Reflections on the past year, vision for the new

IMG-20210125-WA0004.jpg

As we begin the new year, I want to share with everyone who has supported Jacob’s Ladder what 2020 was like for us, as farmers, and what we hope for during the year ahead.

In March last year, when the country first went into lockdown, our meat sales soared, along with all the other local produce sold through Ed at Sussex Peasant. During such strange times it was both encouraging and heartening to see so many people wanting to support local food. I heard that many customers in turn appreciated the flavour and richness that comes from the producers that supply Ed.

The increase in meat sales for us was not only a blessing it was a necessity as being small, tenant farmers of just 100 acres (there aren’t many of us left!) we also rely on making, cooking and selling our burgers at local events such as Elderflower Fields Festival. Events have been one of the biggest casualties of the lockdown and Government restrictions.

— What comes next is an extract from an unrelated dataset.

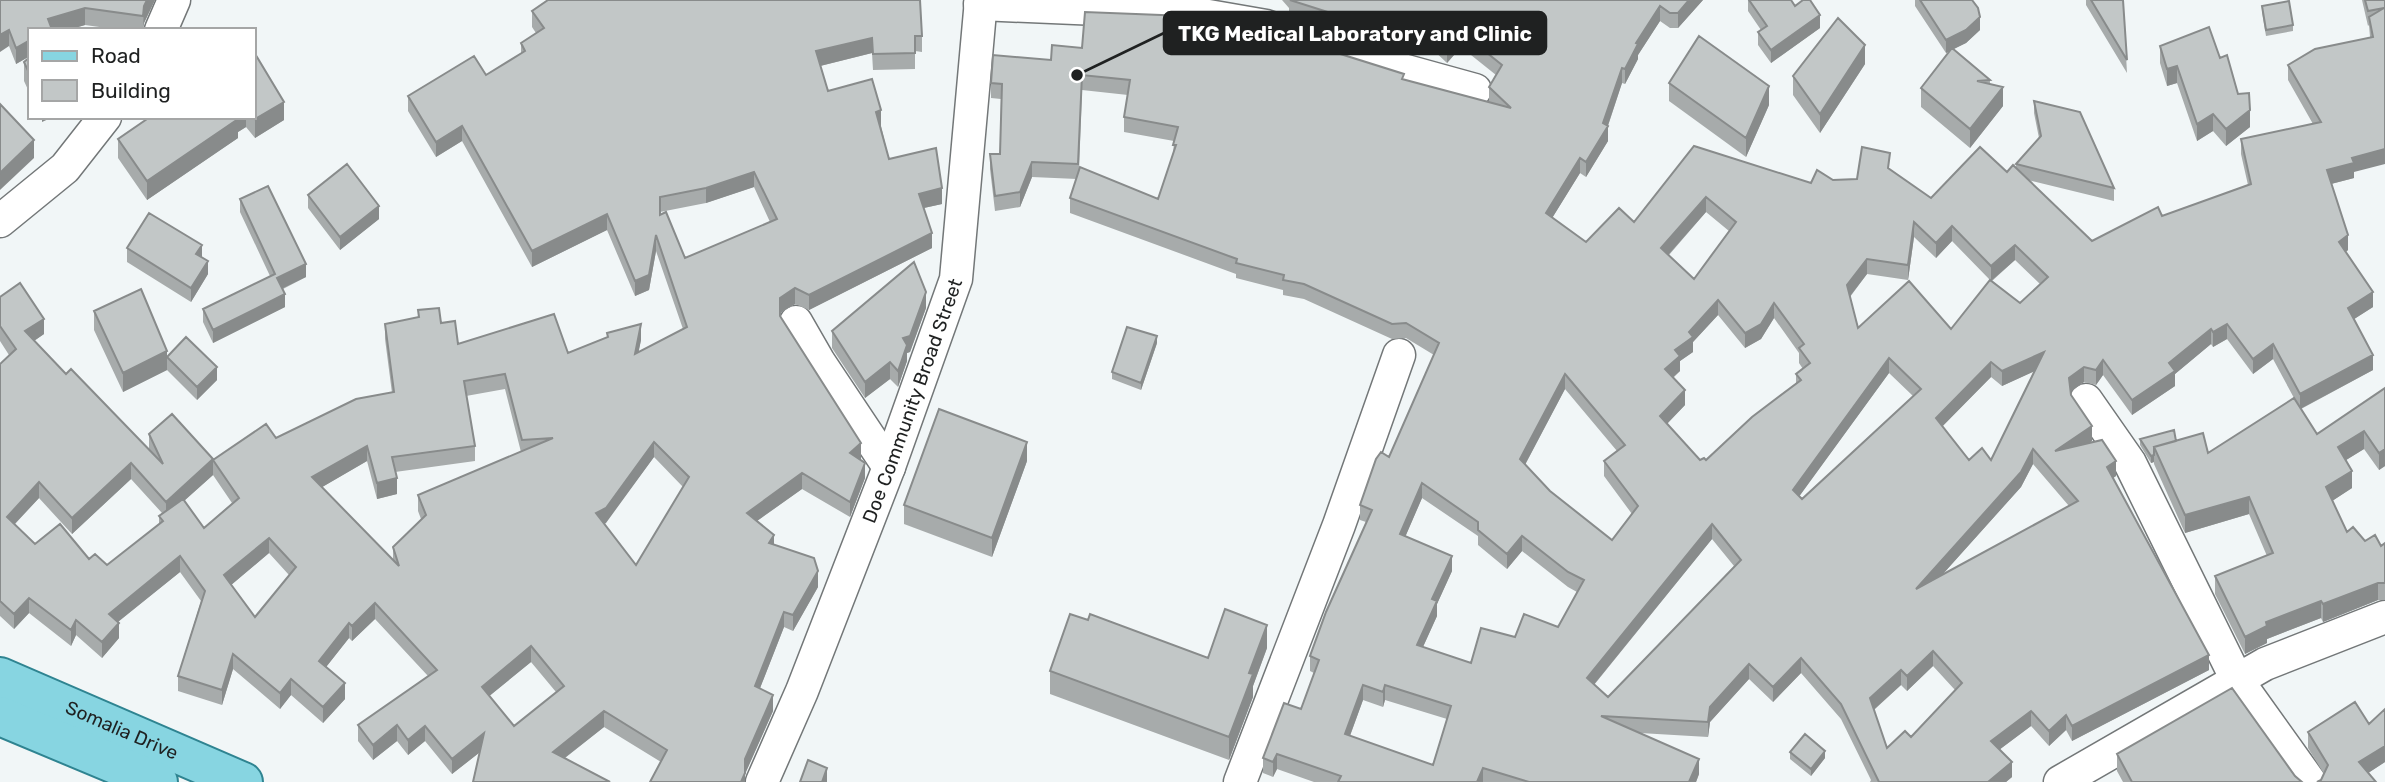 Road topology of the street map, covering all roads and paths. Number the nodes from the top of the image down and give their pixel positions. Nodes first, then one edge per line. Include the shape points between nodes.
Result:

We have not, as yet, been eligible for any Government assistance. We took the ‘Bounce-Back’ loan but with the recent second, and now third lockdowns, we are now left wondering when we will get the opportunity to ‘Bounce-Back’ and whether the loan is going to stretch far enough to tide us over until we can start doing events again.

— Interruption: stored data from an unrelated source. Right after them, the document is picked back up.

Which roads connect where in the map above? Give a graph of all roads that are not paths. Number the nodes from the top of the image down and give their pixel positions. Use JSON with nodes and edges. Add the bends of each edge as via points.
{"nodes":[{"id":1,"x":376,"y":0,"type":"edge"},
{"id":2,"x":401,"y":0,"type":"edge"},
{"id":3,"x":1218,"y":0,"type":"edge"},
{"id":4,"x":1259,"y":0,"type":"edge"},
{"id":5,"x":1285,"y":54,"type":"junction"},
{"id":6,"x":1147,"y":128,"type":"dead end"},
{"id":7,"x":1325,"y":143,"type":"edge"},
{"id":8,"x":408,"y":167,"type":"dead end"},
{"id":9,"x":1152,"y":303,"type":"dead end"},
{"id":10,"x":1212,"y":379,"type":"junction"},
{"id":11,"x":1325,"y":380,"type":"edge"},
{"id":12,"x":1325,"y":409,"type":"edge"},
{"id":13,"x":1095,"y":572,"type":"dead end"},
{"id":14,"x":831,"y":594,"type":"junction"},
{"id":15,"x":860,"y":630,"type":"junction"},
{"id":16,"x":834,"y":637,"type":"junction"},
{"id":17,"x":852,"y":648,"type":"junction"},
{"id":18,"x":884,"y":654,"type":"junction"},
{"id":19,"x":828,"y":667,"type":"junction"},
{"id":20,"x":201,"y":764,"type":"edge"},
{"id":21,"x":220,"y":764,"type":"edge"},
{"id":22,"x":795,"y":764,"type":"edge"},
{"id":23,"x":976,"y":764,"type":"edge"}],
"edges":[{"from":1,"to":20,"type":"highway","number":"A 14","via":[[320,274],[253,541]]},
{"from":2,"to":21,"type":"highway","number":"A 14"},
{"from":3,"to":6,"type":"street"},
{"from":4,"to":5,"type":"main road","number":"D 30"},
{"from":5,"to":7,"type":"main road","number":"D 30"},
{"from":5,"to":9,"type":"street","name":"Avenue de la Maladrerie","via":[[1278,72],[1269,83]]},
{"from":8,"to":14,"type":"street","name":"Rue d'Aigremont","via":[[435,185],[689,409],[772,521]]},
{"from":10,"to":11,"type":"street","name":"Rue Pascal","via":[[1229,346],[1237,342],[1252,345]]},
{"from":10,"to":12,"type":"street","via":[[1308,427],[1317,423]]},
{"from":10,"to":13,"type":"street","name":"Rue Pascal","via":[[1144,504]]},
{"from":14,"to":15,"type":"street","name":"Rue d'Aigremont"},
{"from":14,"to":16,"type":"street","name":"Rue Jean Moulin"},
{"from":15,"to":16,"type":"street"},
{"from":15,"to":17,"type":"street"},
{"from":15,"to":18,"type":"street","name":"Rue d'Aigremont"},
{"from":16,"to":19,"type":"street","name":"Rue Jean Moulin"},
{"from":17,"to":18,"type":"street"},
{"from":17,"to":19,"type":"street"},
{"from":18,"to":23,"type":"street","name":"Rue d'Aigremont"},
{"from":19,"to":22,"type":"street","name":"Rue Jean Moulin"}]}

A farm like ours, farmed sustainably, can produce ten finished beef animals a year and 60 lambs, so it doesn’t take much imagination to work out that by the time we’ve paid our costs, without the events income there’s very little money left.

The other hit that we weren’t expecting last year was the drought.  After one of the wettest winters we’d experienced in the seven years we’ve been here, we then experienced one of the driest summers. Between March and September 2020, we hardly saw a drop of rain. We weren’t alone. All of our neighbouring farmers experienced the same. 

Last summer, we produced just 20% of the hay that we would normally produce in a year. For the first time since we started farming twenty years ago, we had to buy in hay. We were able to keep this to a minimum of £3,000, and thanks to a local tree surgeon who regularly brings us free woodchips, we avoided buying in straw. This winter, for the first time, we are experimenting with bedding the cattle down on woodchips over the winter months. Farming how we do certainly leads to creative thinking!

The unusual weather conditions and the loss of income from the pandemic have caused us to read up on other farmers who have faced desperate times. One book that we have found to be a particularly good read has been ‘Dirt to Soil’ by Gabe Brown. After a series of crop failures that threatened his livelihood, he made bold changes that led him and his family on an amazing journey into a type of farming that is now reshaping the future of agriculture and the way farmers, consumers and policy makers think about sustainability.

We took that bold step 17 years ago to become sustainable farmers and to farm in a way that works with nature rather than trying to control it.

So, our vision for this coming year is to continue to have compassion for the animals and the earth that is in our care, to hope and have faith that many more people will support our way of farming, and to have good will towards all the people that we encounter in our daily lives.